§ Problem
In the data that follows, find each line containing "Amaro" and copy it.

Collected data entries
☆ ☆ ☆ ☆ ☆
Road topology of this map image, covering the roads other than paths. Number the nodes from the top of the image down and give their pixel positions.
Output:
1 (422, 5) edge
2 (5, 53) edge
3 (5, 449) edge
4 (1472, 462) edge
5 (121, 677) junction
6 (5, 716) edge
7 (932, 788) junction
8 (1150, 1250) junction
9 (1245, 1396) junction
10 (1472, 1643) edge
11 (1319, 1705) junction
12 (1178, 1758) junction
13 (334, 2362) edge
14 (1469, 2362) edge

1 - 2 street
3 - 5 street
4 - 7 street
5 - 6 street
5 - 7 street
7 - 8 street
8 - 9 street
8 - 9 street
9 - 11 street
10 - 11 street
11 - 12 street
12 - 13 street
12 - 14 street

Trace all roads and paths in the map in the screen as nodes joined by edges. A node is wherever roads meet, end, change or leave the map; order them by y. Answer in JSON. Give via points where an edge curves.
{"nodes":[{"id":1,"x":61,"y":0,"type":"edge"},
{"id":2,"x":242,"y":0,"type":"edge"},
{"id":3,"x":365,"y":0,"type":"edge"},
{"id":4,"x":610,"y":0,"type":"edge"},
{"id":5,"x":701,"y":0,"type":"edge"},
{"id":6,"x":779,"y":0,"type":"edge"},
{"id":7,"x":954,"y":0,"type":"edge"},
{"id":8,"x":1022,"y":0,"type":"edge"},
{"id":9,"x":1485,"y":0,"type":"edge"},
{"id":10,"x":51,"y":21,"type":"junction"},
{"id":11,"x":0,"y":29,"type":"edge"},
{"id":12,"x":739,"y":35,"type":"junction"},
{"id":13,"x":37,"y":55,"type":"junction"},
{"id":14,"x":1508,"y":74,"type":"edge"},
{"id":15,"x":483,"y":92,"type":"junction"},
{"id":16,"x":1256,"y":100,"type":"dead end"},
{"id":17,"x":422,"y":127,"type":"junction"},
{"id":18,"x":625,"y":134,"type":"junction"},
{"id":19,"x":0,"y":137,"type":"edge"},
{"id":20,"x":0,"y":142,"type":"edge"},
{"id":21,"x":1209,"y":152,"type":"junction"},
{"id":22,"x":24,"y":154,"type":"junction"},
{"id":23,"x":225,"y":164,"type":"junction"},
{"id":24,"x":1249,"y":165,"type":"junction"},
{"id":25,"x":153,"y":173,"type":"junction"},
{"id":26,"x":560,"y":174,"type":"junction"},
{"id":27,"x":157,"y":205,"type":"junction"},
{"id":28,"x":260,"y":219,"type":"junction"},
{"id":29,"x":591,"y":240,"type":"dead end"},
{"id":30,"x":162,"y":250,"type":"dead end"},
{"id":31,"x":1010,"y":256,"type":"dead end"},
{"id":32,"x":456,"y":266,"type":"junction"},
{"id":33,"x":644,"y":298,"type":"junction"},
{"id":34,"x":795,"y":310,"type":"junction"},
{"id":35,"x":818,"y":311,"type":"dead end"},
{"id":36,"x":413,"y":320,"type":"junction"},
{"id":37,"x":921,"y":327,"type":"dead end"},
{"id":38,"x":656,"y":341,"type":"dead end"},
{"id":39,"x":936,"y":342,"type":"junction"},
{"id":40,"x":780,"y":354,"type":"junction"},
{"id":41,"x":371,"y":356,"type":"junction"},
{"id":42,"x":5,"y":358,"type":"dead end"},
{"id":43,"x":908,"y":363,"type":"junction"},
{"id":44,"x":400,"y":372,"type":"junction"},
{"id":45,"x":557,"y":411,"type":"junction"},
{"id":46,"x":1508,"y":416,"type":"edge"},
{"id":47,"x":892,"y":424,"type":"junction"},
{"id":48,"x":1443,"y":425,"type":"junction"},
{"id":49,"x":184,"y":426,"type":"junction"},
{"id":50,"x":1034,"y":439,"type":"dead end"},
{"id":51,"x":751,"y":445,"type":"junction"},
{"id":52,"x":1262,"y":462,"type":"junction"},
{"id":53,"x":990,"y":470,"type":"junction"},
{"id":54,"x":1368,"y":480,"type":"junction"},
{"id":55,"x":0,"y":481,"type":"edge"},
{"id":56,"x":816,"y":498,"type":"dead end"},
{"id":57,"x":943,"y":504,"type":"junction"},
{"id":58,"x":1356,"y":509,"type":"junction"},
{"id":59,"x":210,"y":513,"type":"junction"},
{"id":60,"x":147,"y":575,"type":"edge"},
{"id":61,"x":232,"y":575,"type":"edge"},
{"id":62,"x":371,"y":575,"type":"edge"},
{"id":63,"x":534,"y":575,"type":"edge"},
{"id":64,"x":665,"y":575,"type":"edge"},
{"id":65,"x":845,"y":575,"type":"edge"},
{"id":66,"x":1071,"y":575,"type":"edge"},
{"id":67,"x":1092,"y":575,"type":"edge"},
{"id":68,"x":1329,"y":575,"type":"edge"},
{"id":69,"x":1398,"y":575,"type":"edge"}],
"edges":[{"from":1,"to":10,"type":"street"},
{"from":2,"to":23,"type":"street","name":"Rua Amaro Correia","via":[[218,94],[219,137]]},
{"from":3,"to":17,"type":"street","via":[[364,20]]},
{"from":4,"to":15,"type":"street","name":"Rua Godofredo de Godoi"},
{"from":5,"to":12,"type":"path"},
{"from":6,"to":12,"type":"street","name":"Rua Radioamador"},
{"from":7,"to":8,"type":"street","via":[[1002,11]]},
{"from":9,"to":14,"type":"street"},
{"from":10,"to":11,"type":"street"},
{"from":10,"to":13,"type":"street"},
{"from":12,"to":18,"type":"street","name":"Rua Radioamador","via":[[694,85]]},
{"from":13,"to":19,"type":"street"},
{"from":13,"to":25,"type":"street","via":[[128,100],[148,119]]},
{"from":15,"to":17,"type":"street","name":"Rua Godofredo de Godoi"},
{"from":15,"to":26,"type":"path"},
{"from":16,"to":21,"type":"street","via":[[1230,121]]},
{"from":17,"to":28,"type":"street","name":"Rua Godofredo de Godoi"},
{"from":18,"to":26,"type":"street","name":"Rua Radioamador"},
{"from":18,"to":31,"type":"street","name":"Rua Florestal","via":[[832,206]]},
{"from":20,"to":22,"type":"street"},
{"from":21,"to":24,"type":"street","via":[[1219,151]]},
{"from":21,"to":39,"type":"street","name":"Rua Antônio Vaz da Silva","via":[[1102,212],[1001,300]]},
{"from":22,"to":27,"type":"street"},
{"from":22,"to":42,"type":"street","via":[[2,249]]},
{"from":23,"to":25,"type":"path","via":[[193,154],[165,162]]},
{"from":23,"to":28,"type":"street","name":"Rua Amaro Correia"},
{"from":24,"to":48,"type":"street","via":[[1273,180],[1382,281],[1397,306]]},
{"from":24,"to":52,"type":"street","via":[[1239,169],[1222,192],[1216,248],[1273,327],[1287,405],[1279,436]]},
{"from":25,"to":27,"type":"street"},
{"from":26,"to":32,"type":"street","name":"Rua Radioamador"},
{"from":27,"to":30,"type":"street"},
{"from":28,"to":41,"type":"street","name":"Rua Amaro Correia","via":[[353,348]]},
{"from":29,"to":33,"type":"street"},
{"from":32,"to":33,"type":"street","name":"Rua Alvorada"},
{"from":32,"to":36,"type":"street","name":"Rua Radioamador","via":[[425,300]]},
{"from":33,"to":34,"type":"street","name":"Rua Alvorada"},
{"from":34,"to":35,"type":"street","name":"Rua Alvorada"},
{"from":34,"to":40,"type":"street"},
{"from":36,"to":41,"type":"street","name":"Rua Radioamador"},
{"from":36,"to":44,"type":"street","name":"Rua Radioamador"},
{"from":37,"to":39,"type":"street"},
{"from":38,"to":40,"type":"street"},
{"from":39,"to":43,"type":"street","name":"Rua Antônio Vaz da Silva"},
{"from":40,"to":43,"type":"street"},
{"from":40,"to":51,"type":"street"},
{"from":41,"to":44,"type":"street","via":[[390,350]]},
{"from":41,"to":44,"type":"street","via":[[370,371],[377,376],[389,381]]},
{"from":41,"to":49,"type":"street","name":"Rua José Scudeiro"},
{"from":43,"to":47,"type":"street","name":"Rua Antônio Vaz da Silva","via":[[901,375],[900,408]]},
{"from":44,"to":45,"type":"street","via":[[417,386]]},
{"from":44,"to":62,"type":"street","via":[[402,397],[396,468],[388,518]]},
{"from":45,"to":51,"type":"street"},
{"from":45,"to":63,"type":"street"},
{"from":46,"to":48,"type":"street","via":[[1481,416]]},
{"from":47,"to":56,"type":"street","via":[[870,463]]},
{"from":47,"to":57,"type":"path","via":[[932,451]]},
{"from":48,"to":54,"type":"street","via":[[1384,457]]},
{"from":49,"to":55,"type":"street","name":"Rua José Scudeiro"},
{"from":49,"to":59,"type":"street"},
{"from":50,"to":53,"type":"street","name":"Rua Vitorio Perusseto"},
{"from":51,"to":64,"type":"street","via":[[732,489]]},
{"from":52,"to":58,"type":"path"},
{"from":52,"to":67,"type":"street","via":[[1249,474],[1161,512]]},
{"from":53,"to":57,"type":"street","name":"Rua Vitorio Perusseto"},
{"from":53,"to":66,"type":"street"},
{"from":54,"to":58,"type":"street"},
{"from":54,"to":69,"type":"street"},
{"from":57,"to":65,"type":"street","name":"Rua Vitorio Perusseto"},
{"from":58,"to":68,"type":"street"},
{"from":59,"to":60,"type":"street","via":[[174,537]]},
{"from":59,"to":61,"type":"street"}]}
☆ ☆ ☆ ☆ ☆
§ Task output
{"from":2,"to":23,"type":"street","name":"Rua Amaro Correia","via":[[218,94],[219,137]]},
{"from":23,"to":28,"type":"street","name":"Rua Amaro Correia"},
{"from":28,"to":41,"type":"street","name":"Rua Amaro Correia","via":[[353,348]]},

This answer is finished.